Se você der uma laranja ao meu filho, ele vai perguntar: “Ela tem oleaginosas?”

Você pode pensar: “O que há de errado com este menino? Claro que não tem!”, mas eu penso “Que menino inteligente”.

Meu filho Gus tem uma alergia alimentar a oleaginosas, e até quantidades minúsculas ingeridas acidentalmente podem provocar uma anafilaxia – resposta imunológica grave que afeta diversos sistemas e pode levar o corpo a um estado de choque. Ela pode ser fatal, por isso qualquer consumo acidental significa que precisamos usar um dispositivo de epinefrina (como o EpiPen ou Auvi-Q) e correr para o pronto-socorro.

A parte mais difícil de criar uma criança com alergias alimentares é o fato de que você precisa ser perfeito. Você tem sempre que fazer aquela pergunta sobre as oleaginosas. Você precisa ler rótulos, mesmo de alimentos que já comprou um milhão de vezes antes (os ingredientes mudam). Para ser honesta, isso faz com que eu me sinta frequentemente ansiosa.

Há algumas semanas os noticiários divulgaram a história trágica de Alexi Ryann Stafford, uma menina de 15 anos da Flórida que faleceu após comer um biscoito da Chips Ahoy sem saber que ele continha pasta de amendoim. A parte de cima da embalagem estava rasgada, então quando ela pegou um, na casa de uma amiga, não percebeu que era uma variedade feita com amendoim, e não o biscoito original, que não possui o ingrediente e tem uma embalagem vermelha muito parecida. Apesar de ter sido tratada com dois dispositivos de epinefrina, ela teve um choque anafilático e morreu.

Histórias como esta são aterrorizantes, porque destacam que só é preciso um único momento para que algo fatal aconteça, mesmo que você seja cuidadoso todos os dias. A família de Alexi merece todo o reconhecimento por compartilhar a história de sua filha, na tentativa de garantir que nenhuma família cometa o mesmo erro.
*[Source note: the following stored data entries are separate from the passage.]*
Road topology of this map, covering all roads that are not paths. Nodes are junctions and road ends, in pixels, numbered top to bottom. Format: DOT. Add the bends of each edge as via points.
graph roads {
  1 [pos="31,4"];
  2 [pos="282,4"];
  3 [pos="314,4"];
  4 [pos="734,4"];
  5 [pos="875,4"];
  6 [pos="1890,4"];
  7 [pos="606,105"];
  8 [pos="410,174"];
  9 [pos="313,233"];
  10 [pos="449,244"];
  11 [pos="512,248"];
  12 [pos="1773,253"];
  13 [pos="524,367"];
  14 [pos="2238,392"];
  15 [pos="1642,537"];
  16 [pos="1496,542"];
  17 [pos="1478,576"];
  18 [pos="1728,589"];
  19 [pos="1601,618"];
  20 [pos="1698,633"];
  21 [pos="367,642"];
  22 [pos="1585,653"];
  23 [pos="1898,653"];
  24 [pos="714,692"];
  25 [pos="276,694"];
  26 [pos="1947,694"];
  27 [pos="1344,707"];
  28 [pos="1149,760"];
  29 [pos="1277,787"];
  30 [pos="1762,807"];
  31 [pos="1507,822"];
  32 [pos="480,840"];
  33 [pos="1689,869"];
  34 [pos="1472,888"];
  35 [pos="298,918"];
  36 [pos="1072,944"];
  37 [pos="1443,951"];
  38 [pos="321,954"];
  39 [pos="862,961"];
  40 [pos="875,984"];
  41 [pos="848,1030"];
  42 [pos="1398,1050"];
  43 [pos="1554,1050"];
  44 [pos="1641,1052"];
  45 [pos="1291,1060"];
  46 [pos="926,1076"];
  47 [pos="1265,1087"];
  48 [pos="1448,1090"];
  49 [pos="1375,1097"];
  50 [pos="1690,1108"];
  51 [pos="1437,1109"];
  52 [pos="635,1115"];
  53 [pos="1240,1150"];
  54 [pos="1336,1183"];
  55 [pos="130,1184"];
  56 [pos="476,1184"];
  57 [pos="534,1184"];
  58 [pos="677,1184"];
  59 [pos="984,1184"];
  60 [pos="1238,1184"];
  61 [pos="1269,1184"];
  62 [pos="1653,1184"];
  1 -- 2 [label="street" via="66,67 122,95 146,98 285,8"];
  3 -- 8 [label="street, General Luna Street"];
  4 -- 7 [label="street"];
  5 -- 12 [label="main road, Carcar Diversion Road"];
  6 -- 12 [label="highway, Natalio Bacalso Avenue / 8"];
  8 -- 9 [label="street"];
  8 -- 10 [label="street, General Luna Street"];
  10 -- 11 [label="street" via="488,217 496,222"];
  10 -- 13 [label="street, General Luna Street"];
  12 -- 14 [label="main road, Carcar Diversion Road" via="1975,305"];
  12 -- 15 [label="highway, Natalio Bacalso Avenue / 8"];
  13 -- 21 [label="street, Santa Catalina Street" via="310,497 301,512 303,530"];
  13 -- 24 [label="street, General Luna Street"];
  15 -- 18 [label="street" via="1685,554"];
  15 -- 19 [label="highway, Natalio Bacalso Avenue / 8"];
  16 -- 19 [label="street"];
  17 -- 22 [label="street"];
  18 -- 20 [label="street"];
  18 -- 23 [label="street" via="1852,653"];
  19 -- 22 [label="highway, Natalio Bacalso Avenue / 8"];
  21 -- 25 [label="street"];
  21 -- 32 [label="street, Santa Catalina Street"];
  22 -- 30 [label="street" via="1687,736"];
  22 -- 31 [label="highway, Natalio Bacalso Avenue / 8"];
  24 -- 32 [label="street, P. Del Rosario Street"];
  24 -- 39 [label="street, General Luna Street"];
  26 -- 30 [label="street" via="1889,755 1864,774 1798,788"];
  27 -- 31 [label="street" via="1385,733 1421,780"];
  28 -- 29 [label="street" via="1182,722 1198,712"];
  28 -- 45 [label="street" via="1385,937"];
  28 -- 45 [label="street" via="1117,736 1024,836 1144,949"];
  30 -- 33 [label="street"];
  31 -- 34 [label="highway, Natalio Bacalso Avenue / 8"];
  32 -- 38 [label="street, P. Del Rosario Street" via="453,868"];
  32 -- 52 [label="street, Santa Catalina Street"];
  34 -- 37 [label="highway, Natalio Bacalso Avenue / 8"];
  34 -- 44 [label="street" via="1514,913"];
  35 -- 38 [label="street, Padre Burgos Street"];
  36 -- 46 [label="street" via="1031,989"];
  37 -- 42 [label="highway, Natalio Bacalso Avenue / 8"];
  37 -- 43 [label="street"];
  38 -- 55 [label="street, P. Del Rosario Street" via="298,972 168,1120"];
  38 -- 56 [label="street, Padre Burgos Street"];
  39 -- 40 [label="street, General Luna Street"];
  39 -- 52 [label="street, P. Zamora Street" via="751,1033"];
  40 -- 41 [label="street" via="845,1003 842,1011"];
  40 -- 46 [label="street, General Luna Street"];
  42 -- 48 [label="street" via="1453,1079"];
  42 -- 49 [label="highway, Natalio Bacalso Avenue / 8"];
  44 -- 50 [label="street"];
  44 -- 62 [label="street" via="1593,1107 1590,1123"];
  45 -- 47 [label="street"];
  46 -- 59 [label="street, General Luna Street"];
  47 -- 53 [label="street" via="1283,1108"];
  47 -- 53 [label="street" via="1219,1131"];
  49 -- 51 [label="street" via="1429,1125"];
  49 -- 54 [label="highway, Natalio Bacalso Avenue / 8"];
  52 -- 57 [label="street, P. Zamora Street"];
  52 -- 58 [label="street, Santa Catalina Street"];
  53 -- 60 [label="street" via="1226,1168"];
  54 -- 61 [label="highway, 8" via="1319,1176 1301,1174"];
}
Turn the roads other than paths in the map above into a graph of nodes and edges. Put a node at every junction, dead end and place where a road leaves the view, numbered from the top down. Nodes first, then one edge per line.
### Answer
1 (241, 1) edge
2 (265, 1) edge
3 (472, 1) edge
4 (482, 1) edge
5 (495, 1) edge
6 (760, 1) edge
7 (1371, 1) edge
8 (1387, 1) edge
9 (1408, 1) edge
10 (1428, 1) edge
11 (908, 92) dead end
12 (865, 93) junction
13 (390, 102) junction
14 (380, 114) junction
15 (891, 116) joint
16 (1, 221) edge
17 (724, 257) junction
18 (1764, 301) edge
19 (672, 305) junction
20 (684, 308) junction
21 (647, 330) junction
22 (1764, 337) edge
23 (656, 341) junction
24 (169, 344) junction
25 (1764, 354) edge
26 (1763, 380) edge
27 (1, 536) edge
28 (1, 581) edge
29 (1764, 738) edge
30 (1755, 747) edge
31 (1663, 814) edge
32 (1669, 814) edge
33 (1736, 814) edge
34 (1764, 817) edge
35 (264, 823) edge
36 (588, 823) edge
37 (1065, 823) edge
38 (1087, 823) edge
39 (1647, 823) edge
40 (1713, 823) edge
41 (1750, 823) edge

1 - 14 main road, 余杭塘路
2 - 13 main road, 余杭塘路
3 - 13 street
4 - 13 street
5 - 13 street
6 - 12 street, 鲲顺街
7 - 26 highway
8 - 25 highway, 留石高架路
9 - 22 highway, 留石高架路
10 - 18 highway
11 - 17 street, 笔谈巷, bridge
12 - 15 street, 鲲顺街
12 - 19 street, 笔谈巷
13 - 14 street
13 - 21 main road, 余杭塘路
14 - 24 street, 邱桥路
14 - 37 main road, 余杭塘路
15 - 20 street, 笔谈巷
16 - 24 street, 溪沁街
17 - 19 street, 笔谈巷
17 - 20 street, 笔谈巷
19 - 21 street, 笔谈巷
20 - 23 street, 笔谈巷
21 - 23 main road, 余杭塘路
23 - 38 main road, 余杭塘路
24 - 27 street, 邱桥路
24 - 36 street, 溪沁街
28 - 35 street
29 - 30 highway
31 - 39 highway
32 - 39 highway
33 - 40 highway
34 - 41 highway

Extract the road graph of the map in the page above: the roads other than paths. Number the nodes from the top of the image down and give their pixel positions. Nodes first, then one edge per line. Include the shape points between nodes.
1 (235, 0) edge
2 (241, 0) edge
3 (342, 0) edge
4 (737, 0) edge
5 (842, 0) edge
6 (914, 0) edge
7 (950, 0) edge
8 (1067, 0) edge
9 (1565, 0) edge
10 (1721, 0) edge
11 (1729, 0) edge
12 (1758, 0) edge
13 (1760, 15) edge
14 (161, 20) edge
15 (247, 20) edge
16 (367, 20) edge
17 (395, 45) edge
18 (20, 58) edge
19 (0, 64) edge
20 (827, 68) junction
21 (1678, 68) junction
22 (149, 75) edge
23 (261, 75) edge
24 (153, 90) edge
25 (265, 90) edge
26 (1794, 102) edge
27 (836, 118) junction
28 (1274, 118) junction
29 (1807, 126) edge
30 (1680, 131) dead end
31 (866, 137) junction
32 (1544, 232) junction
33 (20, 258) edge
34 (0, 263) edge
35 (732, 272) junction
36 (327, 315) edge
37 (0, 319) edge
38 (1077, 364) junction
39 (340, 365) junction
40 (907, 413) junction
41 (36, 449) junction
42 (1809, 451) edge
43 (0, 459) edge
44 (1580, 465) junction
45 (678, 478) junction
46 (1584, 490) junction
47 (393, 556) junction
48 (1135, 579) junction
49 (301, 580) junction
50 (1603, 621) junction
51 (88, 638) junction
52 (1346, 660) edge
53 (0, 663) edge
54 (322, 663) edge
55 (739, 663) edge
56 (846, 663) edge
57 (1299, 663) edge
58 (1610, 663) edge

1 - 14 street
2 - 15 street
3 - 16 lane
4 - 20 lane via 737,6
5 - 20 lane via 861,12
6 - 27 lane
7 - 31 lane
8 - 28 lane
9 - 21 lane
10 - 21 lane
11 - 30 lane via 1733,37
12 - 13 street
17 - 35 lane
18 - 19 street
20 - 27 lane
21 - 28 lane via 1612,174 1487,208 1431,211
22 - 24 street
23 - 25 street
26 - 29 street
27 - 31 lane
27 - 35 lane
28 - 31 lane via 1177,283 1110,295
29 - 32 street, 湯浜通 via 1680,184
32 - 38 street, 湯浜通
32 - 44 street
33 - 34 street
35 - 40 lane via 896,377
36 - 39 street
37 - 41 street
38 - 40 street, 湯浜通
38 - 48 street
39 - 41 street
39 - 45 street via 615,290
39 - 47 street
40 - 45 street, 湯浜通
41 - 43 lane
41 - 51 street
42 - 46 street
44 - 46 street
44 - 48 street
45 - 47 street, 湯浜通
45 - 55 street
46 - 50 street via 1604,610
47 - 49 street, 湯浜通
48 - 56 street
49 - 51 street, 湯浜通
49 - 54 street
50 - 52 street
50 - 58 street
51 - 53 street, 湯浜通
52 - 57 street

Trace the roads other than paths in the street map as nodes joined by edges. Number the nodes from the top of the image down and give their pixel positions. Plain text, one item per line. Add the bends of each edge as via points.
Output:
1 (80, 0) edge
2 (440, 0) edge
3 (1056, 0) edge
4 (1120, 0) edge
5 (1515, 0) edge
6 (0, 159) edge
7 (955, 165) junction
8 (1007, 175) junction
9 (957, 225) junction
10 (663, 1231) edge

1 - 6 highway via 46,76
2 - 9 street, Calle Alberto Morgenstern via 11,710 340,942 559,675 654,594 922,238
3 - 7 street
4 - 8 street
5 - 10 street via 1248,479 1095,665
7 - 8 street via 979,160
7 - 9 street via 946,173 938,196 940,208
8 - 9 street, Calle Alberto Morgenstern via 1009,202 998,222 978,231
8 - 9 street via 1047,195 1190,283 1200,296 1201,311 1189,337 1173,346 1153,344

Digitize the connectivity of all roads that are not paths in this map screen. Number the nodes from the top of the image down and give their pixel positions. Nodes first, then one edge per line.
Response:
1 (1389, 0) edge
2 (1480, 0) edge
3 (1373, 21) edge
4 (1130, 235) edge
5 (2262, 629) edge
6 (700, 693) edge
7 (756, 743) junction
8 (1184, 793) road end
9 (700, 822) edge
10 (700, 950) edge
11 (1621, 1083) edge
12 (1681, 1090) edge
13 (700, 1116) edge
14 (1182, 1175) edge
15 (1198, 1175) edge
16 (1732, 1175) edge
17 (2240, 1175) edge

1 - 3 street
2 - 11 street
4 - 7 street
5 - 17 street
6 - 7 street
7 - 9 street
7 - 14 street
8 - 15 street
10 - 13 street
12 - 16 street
Afinal, todos nós podemos errar, independentemente do quanto formos cautelosos. Uma vez, meu marido comprou alguns biscoitos no mercado. Ele leu o rótulo – ou pelo menos pensou que leu. Enquanto eu estava no trabalho na semana seguinte, nossa babá me ligou e disse: “Gus comeu um pedaço daquele biscoito e a boca dele está coçando”. Os biscoitos tinham noz-pecã, um fato que estava escondido em uma longa lista de ingredientes, e meu marido não percebeu. (Felizmente, a reação foi leve).

Em outra ocasião, levei um sanduíche italiano para casa sem perguntar se continha oleaginosas. Depois de uma mordida, meu filho disse: “Minha língua está estranha”.

“Ah não”. Estas são as palavras que você nunca quer ouvir se seu filho tem uma alergia alimentar. Eu abri o sanduíche e encontrei lâminas de pistache, uma das oleaginosas às quais ele é mais alérgico, nas fatias de mortadela italiana. O que foi que eu fiz? Imediatamente injetamos a epinefrina na coxa dele e corremos para o hospital.

Às vezes as coisas acontecem quando você está fora de casa e não consegue controlar as circunstâncias.

Há pouco tempo, numa noite de sexta-feira, levamos nossos filhos ao Yankee Stadium para ver uma partida dos Yanks contra os Mets, seu time preferido. Gus me disse que o homem sentado atrás dele estava comendo amendoins. Ele estava abrindo cada um deles e jogando fora as cascas, depois de consumir o fruto. Nenhum problema para ele, que estava apenas apreciando um jogo de beisebol em uma deliciosa noite de verão. Mas era um possível problema para Gus. Havia uma infinidade de cascas sob o assento do homem, e várias delas caíram embaixo do assento de Gus. Se um daqueles fragmentos chegasse aos nachos do meu filho, poderíamos ter uma emergência de vida ou morte em nossas mãos.

Enquanto Gus e seu irmão trocaram de assento, meu marido jogou os nachos fora e trocou a sua bebida. Eu me perguntei se deveria pedir que alguém nos mudasse de lugar, mas para onde poderíamos ir? O estádio estava lotado.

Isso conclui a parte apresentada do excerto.